Suppose there are a total of $M$ subjects with fMRI. Let $Y_i$ denote subject $i$’s preprocessed and spatially normalized fMRI data of dimension $K \times V$, where $K$ is the number of time points, and $V$ is the dimension of the brain. The first reduction at subject level is to use PCA to reduce the dimension while keeping the maximum possible variance retained, and we have

$$X_i = F_i^{-1} Y_i$$

where

• $F_i^{-1} \in \mathbb{R}^{L \times K}$ : reducing matrix determined by PCA
• $X_i \in \mathbb{R}^{L \times V}$ : reduced data matrix of subject $i$

After the reduction at subject level, we concatenate the dimension-reduced data from all subjects and perform another reduction with PCA. What we have after the second data reduction is $X = G^{-1} \begin{bmatrix}F_1^{-1} Y_1 \\ F_2^{-2} Y_2 \\ \cdots \\ F_M^{-1} Y_M \end{bmatrix}$, where $G^{-1} \in \mathbb{R}^{N \times LM}$ is the data reducing matrix determined by PCA with respect to the concatenated population data shared by the $M$ subjects.

After these two data reduction steps, ICA is then applied to find the unmixing matrix $\hat{A} \in \mathbb{R}^{N \times N}$ such that $X = \hat{A} \hat{S}$, where $\hat{S} \in \mathbb{R}^{N \times V}$ correspondes to the $N$ spatially independent brain (BOLD) activation maps shared by the population.

We then can project the shared components back to each subject’s space by utilizing the relationship $G \hat{A} \hat{S} = \begin{bmatrix}F_1^{-1} Y_1 \\ F_2^{-2} Y_2 \\ \cdots \\ F_M^{-1} Y_M \end{bmatrix}$. If partition the matrix $G$ into subject-wise, we have $\begin{bmatrix} G_1 \\ G_2 \\ \cdots \\ G_M \end{bmatrix} \hat{A} \hat{S} = \begin{bmatrix}F_1^{-1} Y_1 \\ F_2^{-2} Y_2 \\ \cdots \\ F_M^{-1} Y_M \end{bmatrix} \Rightarrow G_i \hat{A} \hat{S}_i = F_i^{-1} Y_i$, where $\hat{S}_i \in \mathbb{R}^{L \times V}$ is the single-subject spatial map (subject $i$) and thus can be computed from $\hat{S}_i = (G_i \hat{A})^{-1} F_i^{-1} Y_i$. We also have $Y_i \approx F_i G_i \hat{A} \hat{S}_i$.

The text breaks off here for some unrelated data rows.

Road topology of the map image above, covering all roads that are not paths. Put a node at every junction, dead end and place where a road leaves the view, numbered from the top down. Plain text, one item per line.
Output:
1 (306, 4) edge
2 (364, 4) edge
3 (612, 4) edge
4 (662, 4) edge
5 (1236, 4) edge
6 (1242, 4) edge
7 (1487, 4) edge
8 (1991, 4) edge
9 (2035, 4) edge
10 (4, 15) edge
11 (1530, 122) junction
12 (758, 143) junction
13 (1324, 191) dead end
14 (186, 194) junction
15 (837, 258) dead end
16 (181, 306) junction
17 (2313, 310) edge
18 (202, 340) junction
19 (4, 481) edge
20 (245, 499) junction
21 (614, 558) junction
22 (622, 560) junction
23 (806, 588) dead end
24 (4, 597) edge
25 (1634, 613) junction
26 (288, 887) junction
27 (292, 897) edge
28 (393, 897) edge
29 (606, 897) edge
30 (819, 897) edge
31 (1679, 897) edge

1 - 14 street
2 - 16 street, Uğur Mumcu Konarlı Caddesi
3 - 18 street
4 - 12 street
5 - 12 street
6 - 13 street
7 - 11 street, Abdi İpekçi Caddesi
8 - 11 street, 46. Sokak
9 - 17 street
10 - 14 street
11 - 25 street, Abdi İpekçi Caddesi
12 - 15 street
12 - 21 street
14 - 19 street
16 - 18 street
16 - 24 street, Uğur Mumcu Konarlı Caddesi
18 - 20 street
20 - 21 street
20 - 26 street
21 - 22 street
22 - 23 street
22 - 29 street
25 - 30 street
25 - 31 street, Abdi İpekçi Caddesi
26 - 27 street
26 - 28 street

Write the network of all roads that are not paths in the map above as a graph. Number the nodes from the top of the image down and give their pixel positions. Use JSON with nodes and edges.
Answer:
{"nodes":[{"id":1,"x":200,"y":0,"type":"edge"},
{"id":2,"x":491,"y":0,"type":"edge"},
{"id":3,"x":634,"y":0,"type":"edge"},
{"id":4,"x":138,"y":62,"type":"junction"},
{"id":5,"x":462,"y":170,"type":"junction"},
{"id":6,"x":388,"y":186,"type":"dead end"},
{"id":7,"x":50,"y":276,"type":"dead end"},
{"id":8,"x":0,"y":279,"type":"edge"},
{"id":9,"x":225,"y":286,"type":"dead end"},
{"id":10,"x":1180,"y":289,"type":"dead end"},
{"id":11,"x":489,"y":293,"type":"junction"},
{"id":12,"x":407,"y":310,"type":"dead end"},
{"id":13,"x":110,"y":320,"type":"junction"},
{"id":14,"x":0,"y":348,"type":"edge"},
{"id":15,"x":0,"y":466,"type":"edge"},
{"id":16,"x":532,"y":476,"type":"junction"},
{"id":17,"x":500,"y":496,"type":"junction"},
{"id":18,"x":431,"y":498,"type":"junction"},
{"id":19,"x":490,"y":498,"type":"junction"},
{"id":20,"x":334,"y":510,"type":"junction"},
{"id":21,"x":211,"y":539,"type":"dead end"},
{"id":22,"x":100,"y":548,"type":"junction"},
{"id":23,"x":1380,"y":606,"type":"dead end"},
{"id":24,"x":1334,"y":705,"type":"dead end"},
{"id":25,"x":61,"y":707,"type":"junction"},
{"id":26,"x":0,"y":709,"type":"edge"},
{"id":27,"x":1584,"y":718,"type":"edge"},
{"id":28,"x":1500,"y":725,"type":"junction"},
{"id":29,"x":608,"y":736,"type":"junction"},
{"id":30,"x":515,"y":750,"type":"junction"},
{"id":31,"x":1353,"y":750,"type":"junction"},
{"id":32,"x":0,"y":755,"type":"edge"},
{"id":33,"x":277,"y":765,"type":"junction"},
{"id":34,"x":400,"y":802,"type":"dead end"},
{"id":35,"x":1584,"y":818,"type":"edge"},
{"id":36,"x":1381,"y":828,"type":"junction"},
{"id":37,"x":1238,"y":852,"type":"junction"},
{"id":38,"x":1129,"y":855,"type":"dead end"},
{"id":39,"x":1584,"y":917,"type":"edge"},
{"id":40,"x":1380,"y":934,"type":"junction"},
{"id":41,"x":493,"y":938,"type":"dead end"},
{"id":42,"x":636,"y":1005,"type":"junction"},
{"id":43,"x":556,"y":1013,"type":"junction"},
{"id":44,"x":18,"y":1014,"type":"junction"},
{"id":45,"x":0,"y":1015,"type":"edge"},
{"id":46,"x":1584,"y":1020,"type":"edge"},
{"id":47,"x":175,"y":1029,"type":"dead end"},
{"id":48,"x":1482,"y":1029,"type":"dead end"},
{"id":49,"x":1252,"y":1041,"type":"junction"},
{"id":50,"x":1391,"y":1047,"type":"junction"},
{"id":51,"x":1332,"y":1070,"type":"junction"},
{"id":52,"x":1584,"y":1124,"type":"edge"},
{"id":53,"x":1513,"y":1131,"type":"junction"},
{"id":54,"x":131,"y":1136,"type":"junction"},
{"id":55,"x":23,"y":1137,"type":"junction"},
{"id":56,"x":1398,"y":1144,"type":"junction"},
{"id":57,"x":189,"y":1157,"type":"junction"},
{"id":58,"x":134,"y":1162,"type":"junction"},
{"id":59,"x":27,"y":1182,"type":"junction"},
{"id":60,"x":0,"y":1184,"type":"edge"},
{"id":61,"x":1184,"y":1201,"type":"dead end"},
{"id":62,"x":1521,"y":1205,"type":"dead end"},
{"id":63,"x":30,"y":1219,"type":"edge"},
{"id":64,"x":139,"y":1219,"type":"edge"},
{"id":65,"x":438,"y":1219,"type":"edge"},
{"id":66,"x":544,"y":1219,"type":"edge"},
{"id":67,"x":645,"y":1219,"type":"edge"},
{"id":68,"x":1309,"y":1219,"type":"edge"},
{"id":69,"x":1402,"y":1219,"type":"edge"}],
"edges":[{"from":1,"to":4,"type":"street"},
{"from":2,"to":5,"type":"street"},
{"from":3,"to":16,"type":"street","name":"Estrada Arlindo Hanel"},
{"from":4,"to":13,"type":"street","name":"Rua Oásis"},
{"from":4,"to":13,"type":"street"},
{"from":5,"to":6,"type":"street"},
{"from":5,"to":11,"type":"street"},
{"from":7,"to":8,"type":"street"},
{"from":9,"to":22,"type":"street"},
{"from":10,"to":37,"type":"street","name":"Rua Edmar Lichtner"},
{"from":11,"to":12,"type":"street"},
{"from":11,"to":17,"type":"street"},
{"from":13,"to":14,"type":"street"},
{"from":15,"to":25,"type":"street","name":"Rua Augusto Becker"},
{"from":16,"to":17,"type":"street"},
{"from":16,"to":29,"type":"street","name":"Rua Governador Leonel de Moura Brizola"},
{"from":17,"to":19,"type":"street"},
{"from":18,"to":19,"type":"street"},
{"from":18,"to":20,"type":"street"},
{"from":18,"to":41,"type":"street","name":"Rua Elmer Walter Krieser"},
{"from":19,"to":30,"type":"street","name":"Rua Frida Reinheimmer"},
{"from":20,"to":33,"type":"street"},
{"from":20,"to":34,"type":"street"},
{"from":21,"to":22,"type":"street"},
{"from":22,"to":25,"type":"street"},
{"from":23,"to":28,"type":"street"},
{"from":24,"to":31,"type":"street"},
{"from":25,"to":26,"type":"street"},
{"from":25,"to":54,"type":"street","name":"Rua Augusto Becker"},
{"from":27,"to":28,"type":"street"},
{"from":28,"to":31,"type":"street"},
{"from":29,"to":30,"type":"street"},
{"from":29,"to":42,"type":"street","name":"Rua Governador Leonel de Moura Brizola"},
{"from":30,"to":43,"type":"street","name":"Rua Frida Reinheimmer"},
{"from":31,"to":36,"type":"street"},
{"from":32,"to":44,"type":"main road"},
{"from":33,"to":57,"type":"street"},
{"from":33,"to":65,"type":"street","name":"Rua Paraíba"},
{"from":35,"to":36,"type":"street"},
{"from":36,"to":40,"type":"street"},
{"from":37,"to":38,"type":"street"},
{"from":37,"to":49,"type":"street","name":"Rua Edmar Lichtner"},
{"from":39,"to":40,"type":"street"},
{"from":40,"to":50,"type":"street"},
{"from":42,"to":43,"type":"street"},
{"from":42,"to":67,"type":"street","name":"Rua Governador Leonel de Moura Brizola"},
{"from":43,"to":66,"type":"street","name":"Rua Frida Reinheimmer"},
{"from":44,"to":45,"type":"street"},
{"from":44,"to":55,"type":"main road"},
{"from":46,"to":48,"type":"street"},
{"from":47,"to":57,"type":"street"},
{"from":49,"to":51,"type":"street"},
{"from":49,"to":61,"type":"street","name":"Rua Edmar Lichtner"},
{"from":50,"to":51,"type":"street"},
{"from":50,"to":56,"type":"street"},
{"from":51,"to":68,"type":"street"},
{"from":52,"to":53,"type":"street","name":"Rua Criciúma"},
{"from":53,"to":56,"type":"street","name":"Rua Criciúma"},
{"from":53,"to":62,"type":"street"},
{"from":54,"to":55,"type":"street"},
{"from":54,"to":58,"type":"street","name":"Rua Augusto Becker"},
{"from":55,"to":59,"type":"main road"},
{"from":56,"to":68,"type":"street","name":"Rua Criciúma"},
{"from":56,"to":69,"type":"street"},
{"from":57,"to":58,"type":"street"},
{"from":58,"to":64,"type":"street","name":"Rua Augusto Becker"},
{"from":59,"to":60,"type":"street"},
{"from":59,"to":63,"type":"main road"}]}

In this derivation, the data reductions are performed with respect to the time dimension, and ICA is to unmix spatial components. This is the so-called spatial ICA. It is a more popular choice compared to temporal ICA, where the reductions are done in the spatial dimension, though the two are “merely two different modeling assumptions” (Calhoun et al., 2009).

### References

• Calhoun, V. D., Adali, T., Pearlson, G. D., & Pekar, J. J. (2001). A method for making group inferences from functional MRI data using independent component analysis. Human brain mapping, 14(3), 140-151.

• Calhoun, V. D., Liu, J., & Adalı, T. (2009). A review of group ICA for fMRI data and ICA for joint inference of imaging, genetic, and ERP data. Neuroimage, 45(1), S163-S172.